無効資料調査を着手する前に、「邪魔な特許」対応するための必要なスピードやレベルを決めておく必要があるが、それには、特許実務から見た無効化の難易度の判断に加え、事業上の”喫緊性”の判断が重要である。
無効資料調査を着手する前に、「邪魔な特許」に対応するための必要なスピードやレベルを決めておく必要がある。それには、特許実務の観点とともに、事業の観点からの検討が重要になってくる。
対応スピードとは、特許実務の観点からも大切なことであるが、「邪魔な特許」の無効化が事業にとってどの程度”喫緊”な課題かどうかの方が、より重要である。
また、対応レベルは、権利範囲を事業に影響が出ない範囲まで狭めることができそうかどうか、無効化の”難易度”の判断によって決まってくる。
(1)喫緊な課題かどうか?
特許実務からは、”【9】無効資料調査の前段階(1)その時点で有効な特許請求の範囲の確認”(https://patent.mfworks.info/2018/10/28/post-1275/)で説明したような法的状況の調査によって、急いで対応すべきかどうか、どれだけ時間的余裕があるかを見積もりことができる。
【9】で述べた以外にも、たとえば、審査請求されている場合には、「特許審査着手見通し時期照会について」(https://www.jpo.go.jp/torikumi/t_torikumi/search_top.htm)でおおよその審査時期を調べることも必要である。

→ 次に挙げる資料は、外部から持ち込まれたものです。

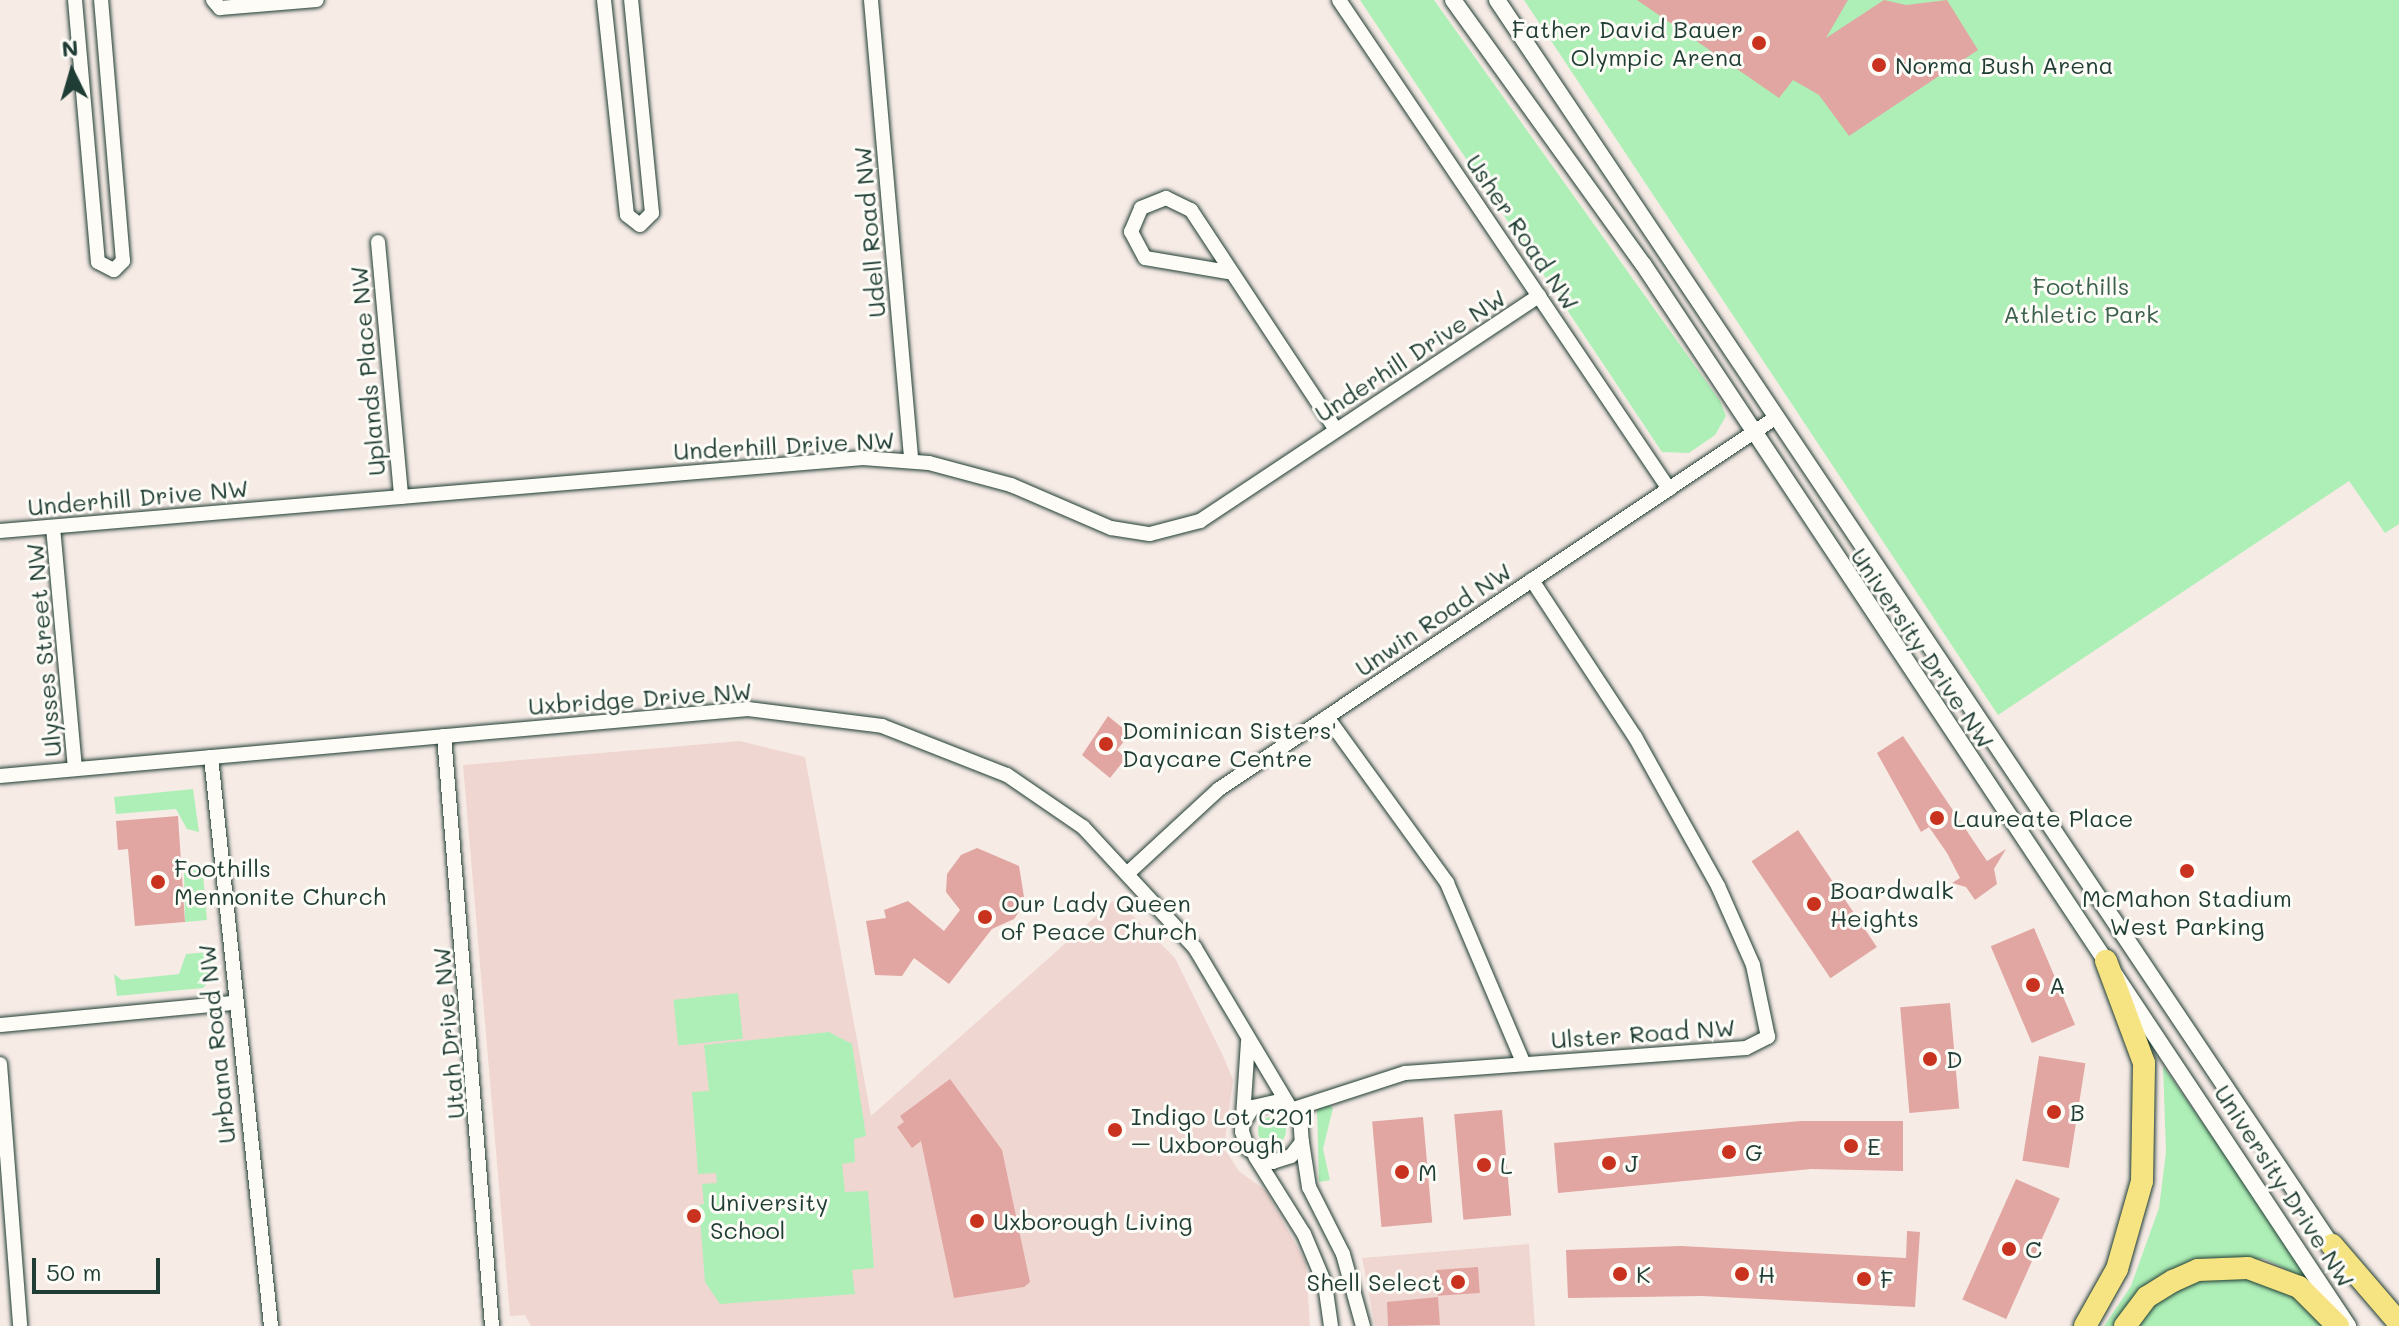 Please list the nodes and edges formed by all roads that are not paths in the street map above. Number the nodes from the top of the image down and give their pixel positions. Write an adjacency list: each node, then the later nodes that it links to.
1 (75, 0): 2 (street)
2 (101, 0)
3 (213, 0): 4 (street)
4 (317, 0)
5 (604, 0): 6 (street)
6 (631, 0)
7 (871, 0): 17 (street, Udell Road NW)
8 (1339, 0): 13 (street, Usher Road NW)
9 (1453, 0): 16 (street, University Drive NW)
10 (1497, 0): 14 (street, University Drive NW)
11 (378, 242): 19 (street, Uplands Place NW)
12 (1228, 272): 12 (street); 15 (street)
13 (1539, 296): 15 (street, Underhill Drive NW); 18 (street, Usher Road NW)
14 (1775, 418): 16 (street, Unwin Road NW); 39 (street, University Drive NW)
15 (1336, 430): 17 (street, Underhill Drive NW)
16 (1752, 433): 18 (street, Unwin Road NW); 29 (street, University Drive NW)
17 (911, 460): 19 (street, Underhill Drive NW)
18 (1669, 489): 22 (street, Unwin Road NW)
19 (401, 497): 20 (street, Underhill Drive NW)
20 (53, 527): 21 (street, Underhill Drive NW); 26 (street, Ulysses Street NW)
21 (0, 531)
22 (1532, 580): 23 (street, Unwin Road NW); 33 (street, Ulster Road NW)
23 (1327, 717): 28 (street, Unwin Road NW); 33 (street)
24 (444, 736): 25 (street, Uxbridge Drive NW); 28 (street, Uxbridge Drive NW); 43 (street, Utah Drive NW)
25 (211, 757): 26 (street, Uxbridge Drive NW); 30 (street, Urbana Road NW)
26 (75, 769): 27 (street, Uxbridge Drive NW)
27 (0, 776)
28 (1128, 873): 32 (street, Uxbridge Drive NW)
29 (2106, 961): 46 (highway); 49 (street, University Drive NW)
30 (233, 1003): 31 (street); 42 (street, Urbana Road NW)
31 (0, 1025)
32 (1248, 1041): 35 (street, Uxbridge Drive NW); 36 (street)
33 (1523, 1062): 35 (street, Ulster Road NW)
34 (0, 1064): 41 (street)
35 (1291, 1106): 36 (street); 37 (street)
36 (1243, 1123): 38 (street)
37 (1302, 1142): 38 (street); 45 (street)
38 (1255, 1156): 44 (street)
39 (2332, 1245): 40 (highway); 50 (street, University Drive NW)
40 (2399, 1323)
41 (20, 1326)
42 (271, 1326)
43 (492, 1326)
44 (1331, 1326)
45 (1363, 1326)
46 (2085, 1326)
47 (2125, 1326): 48 (highway)
48 (2338, 1326)
49 (2348, 1326)
50 (2387, 1326)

しかし、現実には、事業への悪影響がどの程度であるかの方が重要である。
影響を受ける商品の売上規模や市場占有率が大きい場合や、売上規模が小さくても事業上の戦略的な商品であれば、急いで対応しなければならない。
逆に、売上実績の小さな商品や終売する予定の商品であれば、審査中の場合、経過観察するだけで済ませるか、あるいは特に何も対応しないという判断もあり得る。
発売が近い商品と、企画段階の商品によっても、緊急性は変わってくる。また、特許権者(出願人)が競合他社かどうかも影響する。
「邪魔な特許」が事業に与えるインパクトの大きさによって、対応スピードが決まってくる。
(2)どこまで潰すことができれば成功か?
もう一つは、「無効化」の難易度である。
もちろん、無効資料調査を行なわなければ、結論は出せないが、無効化資料調査には時間と費用がかかる。
ここで言う「難易度」とは、無効化しなければならない範囲がどの程度あるかというの意味である。
”【13】無効資料調査の前段階(4)潰すべき技術的範囲の特定 ~対比~”(https://patent.mfworks.info/2018/12/23/post-1279/)で説明した、特許発明とイ号(対象商品、対象技術)との対比、対比に基づく属否判断によって「潰すべき請求項の特定」を行う。
対比の結果を受けて、抵触可能性のある請求項がいくつあるか、抵触可能性のある請求項を構成する要件をどの程度充足しているか、を明確にする。
主請求項のみ抵触している場合と、従属項にも抵触している場合とでは、当然、無効資料調査のボリウムが違っている。
従属項に抵触している場合には、主請求項のみの場合と比較して、当然、発明の構成要件(発明特定事項)の数が多くなる。そうなると、すべての構成要件を充足するような先行文献を見つけられる可能性は低くる。
無効資料調査の目的は、事業上の特許的障害を取り除くことである。
”【13】無効資料調査の前段階(4)潰すべき技術的範囲の特定 ~対比~”で説明したように、請求項を全部無効としなければならないのか、一部無効でよいのかをはっきりすることによって、無効資料調査のゴールが設定できるし、調査にかかる期間・費用をより正確に見積もることができる。また、ゴールを設定することによって、対応レベルが決まってくるし、調査目的を達せられたかどうかも明確になる。
なお、「難易度」の評価に、”【10】無効資料調査の前段階(2)審査書類や審判書類の入手”(https://patent.mfworks.info/2018/11/11/post-1606/)で説明した審査経過や審判経過の情報を考慮すれば、調査の作業ボリウムを、より精度高く見積もりことができる。
また、無効化には、無効資料調査に加えて、異議申立や無効審判などの法的アクションが必要になるが、それに要する期間と費用を見込んでおく必要がある。
上記の(1)の検討によって、「邪魔な特許」の事業に対するインパクトを緊急性と金額面で見積もり、一方、上記の(2)の検討によって、無効化に要する期間と費用を見積もる。
事業に対する影響の程度と比較して、無効化の費用が大きすぎるようであれば、費用削減や、技術的に回避できるかどうかも検討していくことになる。